## REQUIRED WORK
Retype the entries below without any change.

=-=-=

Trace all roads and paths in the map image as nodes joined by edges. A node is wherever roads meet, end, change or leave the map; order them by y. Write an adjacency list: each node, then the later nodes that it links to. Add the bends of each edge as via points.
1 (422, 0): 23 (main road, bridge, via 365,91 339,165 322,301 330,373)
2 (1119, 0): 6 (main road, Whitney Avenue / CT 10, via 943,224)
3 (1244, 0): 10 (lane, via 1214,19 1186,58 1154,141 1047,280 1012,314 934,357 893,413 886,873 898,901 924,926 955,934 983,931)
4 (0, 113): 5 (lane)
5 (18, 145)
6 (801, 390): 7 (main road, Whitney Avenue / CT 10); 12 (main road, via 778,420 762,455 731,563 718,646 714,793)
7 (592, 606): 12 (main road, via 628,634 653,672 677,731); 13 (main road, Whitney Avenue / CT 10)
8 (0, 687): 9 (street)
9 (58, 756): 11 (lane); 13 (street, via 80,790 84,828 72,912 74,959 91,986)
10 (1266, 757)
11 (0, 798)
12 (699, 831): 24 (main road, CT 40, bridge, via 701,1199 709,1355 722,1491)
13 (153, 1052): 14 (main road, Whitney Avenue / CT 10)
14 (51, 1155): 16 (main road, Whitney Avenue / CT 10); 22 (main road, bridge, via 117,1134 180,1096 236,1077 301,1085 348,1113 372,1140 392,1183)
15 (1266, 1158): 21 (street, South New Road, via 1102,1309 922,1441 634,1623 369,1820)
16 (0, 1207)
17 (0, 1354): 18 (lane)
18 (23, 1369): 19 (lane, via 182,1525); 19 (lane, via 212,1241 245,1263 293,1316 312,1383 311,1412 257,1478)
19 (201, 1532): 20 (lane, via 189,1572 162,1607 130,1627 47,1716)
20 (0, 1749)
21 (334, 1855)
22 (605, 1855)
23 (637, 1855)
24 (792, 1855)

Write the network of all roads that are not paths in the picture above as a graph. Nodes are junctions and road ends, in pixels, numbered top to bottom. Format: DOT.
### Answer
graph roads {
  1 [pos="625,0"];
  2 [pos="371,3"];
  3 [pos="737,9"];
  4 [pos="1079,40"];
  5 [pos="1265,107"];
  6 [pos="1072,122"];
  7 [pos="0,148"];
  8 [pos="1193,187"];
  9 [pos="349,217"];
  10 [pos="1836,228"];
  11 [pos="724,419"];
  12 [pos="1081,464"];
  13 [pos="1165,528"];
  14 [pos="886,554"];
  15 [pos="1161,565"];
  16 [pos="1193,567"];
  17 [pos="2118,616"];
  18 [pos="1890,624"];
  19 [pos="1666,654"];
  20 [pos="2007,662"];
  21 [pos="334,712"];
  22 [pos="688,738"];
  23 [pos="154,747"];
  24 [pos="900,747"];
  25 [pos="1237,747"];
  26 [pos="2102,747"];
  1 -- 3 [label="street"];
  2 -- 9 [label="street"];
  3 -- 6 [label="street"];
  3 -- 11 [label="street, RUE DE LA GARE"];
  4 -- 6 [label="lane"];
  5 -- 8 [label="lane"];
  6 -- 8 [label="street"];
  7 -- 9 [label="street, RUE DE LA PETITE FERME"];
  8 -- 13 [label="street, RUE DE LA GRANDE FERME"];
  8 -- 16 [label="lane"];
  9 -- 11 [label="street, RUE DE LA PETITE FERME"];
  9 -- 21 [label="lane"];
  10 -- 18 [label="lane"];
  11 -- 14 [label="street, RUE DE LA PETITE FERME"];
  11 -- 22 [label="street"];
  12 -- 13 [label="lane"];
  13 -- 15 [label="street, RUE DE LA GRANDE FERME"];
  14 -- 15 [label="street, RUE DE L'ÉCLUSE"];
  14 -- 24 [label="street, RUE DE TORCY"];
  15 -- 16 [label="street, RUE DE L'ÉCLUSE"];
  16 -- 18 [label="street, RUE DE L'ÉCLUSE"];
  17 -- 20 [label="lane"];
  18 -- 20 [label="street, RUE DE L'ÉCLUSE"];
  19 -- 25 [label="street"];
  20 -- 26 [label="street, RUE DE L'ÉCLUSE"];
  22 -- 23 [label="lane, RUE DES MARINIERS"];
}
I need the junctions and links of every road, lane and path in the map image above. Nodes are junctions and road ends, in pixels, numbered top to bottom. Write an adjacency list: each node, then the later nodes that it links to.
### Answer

=-=-=

## REPLY TO THE EXERCISE
Trace all roads and paths in the map image as nodes joined by edges. A node is wherever roads meet, end, change or leave the map; order them by y. Write an adjacency list: each node, then the later nodes that it links to. Add the bends of each edge as via points.
1 (422, 0): 23 (main road, bridge, via 365,91 339,165 322,301 330,373)
2 (1119, 0): 6 (main road, Whitney Avenue / CT 10, via 943,224)
3 (1244, 0): 10 (lane, via 1214,19 1186,58 1154,141 1047,280 1012,314 934,357 893,413 886,873 898,901 924,926 955,934 983,931)
4 (0, 113): 5 (lane)
5 (18, 145)
6 (801, 390): 7 (main road, Whitney Avenue / CT 10); 12 (main road, via 778,420 762,455 731,563 718,646 714,793)
7 (592, 606): 12 (main road, via 628,634 653,672 677,731); 13 (main road, Whitney Avenue / CT 10)
8 (0, 687): 9 (street)
9 (58, 756): 11 (lane); 13 (street, via 80,790 84,828 72,912 74,959 91,986)
10 (1266, 757)
11 (0, 798)
12 (699, 831): 24 (main road, CT 40, bridge, via 701,1199 709,1355 722,1491)
13 (153, 1052): 14 (main road, Whitney Avenue / CT 10)
14 (51, 1155): 16 (main road, Whitney Avenue / CT 10); 22 (main road, bridge, via 117,1134 180,1096 236,1077 301,1085 348,1113 372,1140 392,1183)
15 (1266, 1158): 21 (street, South New Road, via 1102,1309 922,1441 634,1623 369,1820)
16 (0, 1207)
17 (0, 1354): 18 (lane)
18 (23, 1369): 19 (lane, via 182,1525); 19 (lane, via 212,1241 245,1263 293,1316 312,1383 311,1412 257,1478)
19 (201, 1532): 20 (lane, via 189,1572 162,1607 130,1627 47,1716)
20 (0, 1749)
21 (334, 1855)
22 (605, 1855)
23 (637, 1855)
24 (792, 1855)

Write the network of all roads that are not paths in the picture above as a graph. Nodes are junctions and road ends, in pixels, numbered top to bottom. Format: DOT.
### Answer
graph roads {
  1 [pos="625,0"];
  2 [pos="371,3"];
  3 [pos="737,9"];
  4 [pos="1079,40"];
  5 [pos="1265,107"];
  6 [pos="1072,122"];
  7 [pos="0,148"];
  8 [pos="1193,187"];
  9 [pos="349,217"];
  10 [pos="1836,228"];
  11 [pos="724,419"];
  12 [pos="1081,464"];
  13 [pos="1165,528"];
  14 [pos="886,554"];
  15 [pos="1161,565"];
  16 [pos="1193,567"];
  17 [pos="2118,616"];
  18 [pos="1890,624"];
  19 [pos="1666,654"];
  20 [pos="2007,662"];
  21 [pos="334,712"];
  22 [pos="688,738"];
  23 [pos="154,747"];
  24 [pos="900,747"];
  25 [pos="1237,747"];
  26 [pos="2102,747"];
  1 -- 3 [label="street"];
  2 -- 9 [label="street"];
  3 -- 6 [label="street"];
  3 -- 11 [label="street, RUE DE LA GARE"];
  4 -- 6 [label="lane"];
  5 -- 8 [label="lane"];
  6 -- 8 [label="street"];
  7 -- 9 [label="street, RUE DE LA PETITE FERME"];
  8 -- 13 [label="street, RUE DE LA GRANDE FERME"];
  8 -- 16 [label="lane"];
  9 -- 11 [label="street, RUE DE LA PETITE FERME"];
  9 -- 21 [label="lane"];
  10 -- 18 [label="lane"];
  11 -- 14 [label="street, RUE DE LA PETITE FERME"];
  11 -- 22 [label="street"];
  12 -- 13 [label="lane"];
  13 -- 15 [label="street, RUE DE LA GRANDE FERME"];
  14 -- 15 [label="street, RUE DE L'ÉCLUSE"];
  14 -- 24 [label="street, RUE DE TORCY"];
  15 -- 16 [label="street, RUE DE L'ÉCLUSE"];
  16 -- 18 [label="street, RUE DE L'ÉCLUSE"];
  17 -- 20 [label="lane"];
  18 -- 20 [label="street, RUE DE L'ÉCLUSE"];
  19 -- 25 [label="street"];
  20 -- 26 [label="street, RUE DE L'ÉCLUSE"];
  22 -- 23 [label="lane, RUE DES MARINIERS"];
}
I need the junctions and links of every road, lane and path in the map image above. Nodes are junctions and road ends, in pixels, numbered top to bottom. Write an adjacency list: each node, then the later nodes that it links to.
### Answer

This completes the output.